When information is sent across the internet it is broken down into packets before being reassembled at its destination
Next Generation Firewalls (NGFW)
NGFW Firewalls added application inspection capabilities and WatchGuard have further developed these features within a Basic Security Licence.
Basic Security Features
- Intrusion prevention.
Early firewalls detected threats, which was really only half a job.Detection is akin to your home alarm which alerts neighbours, alarm company and potentially you by app if connected to the internet when an authorised attempt to enter occurs.Sadly, a criminal may still get inside.If you have dogs as well, that can prevent the criminal from making the attempt.
Like all analogies this isn’t perfect but hopefully brings to life the function of intrusion prevention.According to WatchGuard themselves Intrusion Prevention “uses continually updated signatures to scan traffic on all major protocols providing real -time protection against network threats…”
Also known as a Content Filter, WebBlocker can be thought of as security guard at an office block who checks all mail for the businesses within the building. He thinks nobody should get political deliveries so filters them out and doesn’t deliver them.A business can petition him to change his policy as an employee might petition their network administrator.

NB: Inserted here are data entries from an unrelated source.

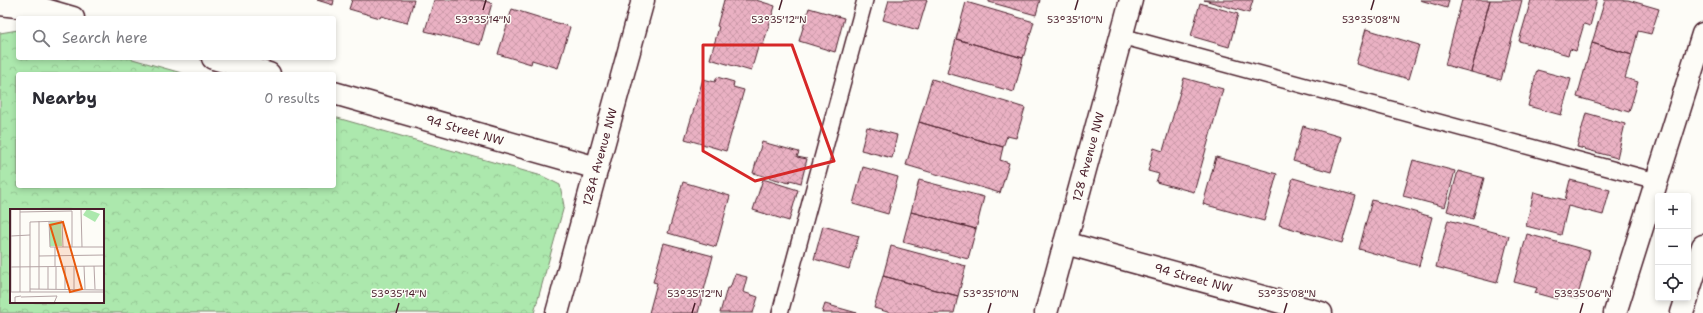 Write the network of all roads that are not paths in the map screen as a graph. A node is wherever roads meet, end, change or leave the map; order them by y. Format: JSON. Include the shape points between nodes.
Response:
{"nodes":[{"id":1,"x":643,"y":0,"type":"edge"},
{"id":2,"x":865,"y":0,"type":"edge"},
{"id":3,"x":1131,"y":0,"type":"edge"},
{"id":4,"x":0,"y":4,"type":"edge"},
{"id":5,"x":66,"y":16,"type":"edge"},
{"id":6,"x":1703,"y":34,"type":"edge"},
{"id":7,"x":1121,"y":36,"type":"junction"},
{"id":8,"x":220,"y":60,"type":"edge"},
{"id":9,"x":262,"y":72,"type":"edge"},
{"id":10,"x":336,"y":94,"type":"edge"},
{"id":11,"x":597,"y":168,"type":"junction"},
{"id":12,"x":1656,"y":181,"type":"junction"},
{"id":13,"x":1065,"y":243,"type":"junction"},
{"id":14,"x":1703,"y":246,"type":"edge"},
{"id":15,"x":1691,"y":284,"type":"edge"},
{"id":16,"x":1685,"y":301,"type":"edge"},
{"id":17,"x":557,"y":313,"type":"edge"},
{"id":18,"x":780,"y":313,"type":"edge"},
{"id":19,"x":1046,"y":313,"type":"edge"},
{"id":20,"x":1320,"y":313,"type":"edge"},
{"id":21,"x":1615,"y":313,"type":"edge"},
{"id":22,"x":1682,"y":313,"type":"edge"}],
"edges":[{"from":1,"to":11,"type":"street","name":"128A Avenue NW"},
{"from":2,"to":18,"type":"lane"},
{"from":3,"to":7,"type":"street","name":"128 Avenue NW"},
{"from":4,"to":5,"type":"street","via":[[42,9]]},
{"from":6,"to":12,"type":"street"},
{"from":7,"to":12,"type":"lane"},
{"from":7,"to":13,"type":"street","name":"128 Avenue NW"},
{"from":8,"to":9,"type":"street"},
{"from":10,"to":11,"type":"street","name":"94 Street NW"},
{"from":11,"to":17,"type":"street","name":"128A Avenue NW"},
{"from":12,"to":21,"type":"street"},
{"from":13,"to":19,"type":"street","name":"128 Avenue NW"},
{"from":13,"to":20,"type":"street","name":"94 Street NW"},
{"from":14,"to":15,"type":"street"},
{"from":16,"to":22,"type":"street"}]} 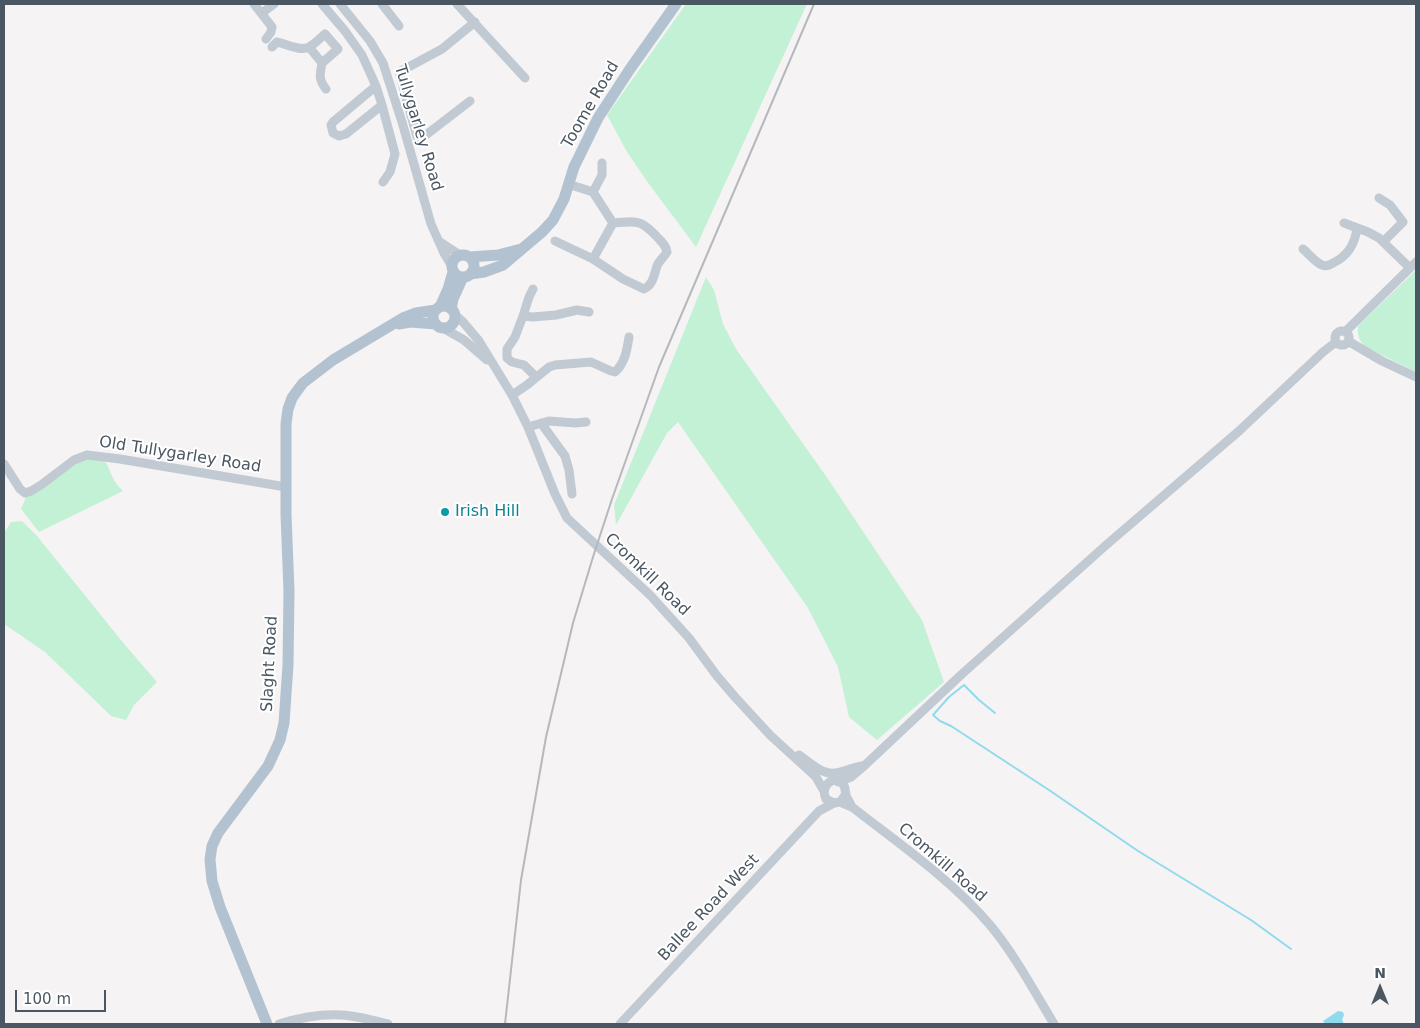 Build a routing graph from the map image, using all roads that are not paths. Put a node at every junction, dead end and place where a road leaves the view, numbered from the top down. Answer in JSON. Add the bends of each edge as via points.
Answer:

WebBlocker itself blocks known malicious sites and allows you to block inappropriate content, manage network bandwidth usage, and increase employee productivity.
- Gateway Antivirus
Think of the best night club you’ve been to. On the door there is a person (think of them as Gateway Antivirus…a leap, I know…) who checks everyone coming into the club. He listens to a live feed that updates him on the latest threats allowing him to react quickly to deny people (new threats) from coming into the club. If nothing is known about the threat, they are likely to gain entry.
On a WatchGuard Firewall, Gateway Antivirus continuously updates signatures to detect and block known threats and new variants, including spyware, trojans, worms, viruses and rogue ware. Heuristic analysis tracks suspicious data constructions and actions to prevent unknown viruses.
- Reputation based Threat Prevention
Taking the nightclub analogy further, the person on the door listens to multiple feeds and his list of denied people (threats) is continually updated based on their reputations.
In technical language, Reputation based threat prevention is a cloud-based service that aggregates data from feeds to provide you with real-time protection from malicious sites.
Imagine a high-tech postal service.Every single letter that’s posted is evaluated for potential threats.The service is typically able to identify new threats introduced into the system within minutes and can determine which letters are unique and which are bulk, regardless of language.
Spam accounts for more than 63% of all e-mail today and represents a major problem for most companies. WatchGuard spamBlocker provides you with real-time, continuous amdhighly reliable protection from spam and phishing attempts.
- Application Control
Your child needs to homework daily between 4pm and 5pm but is distracted by everything and anything. You put in controls to ensure the child can’t access anything but homework.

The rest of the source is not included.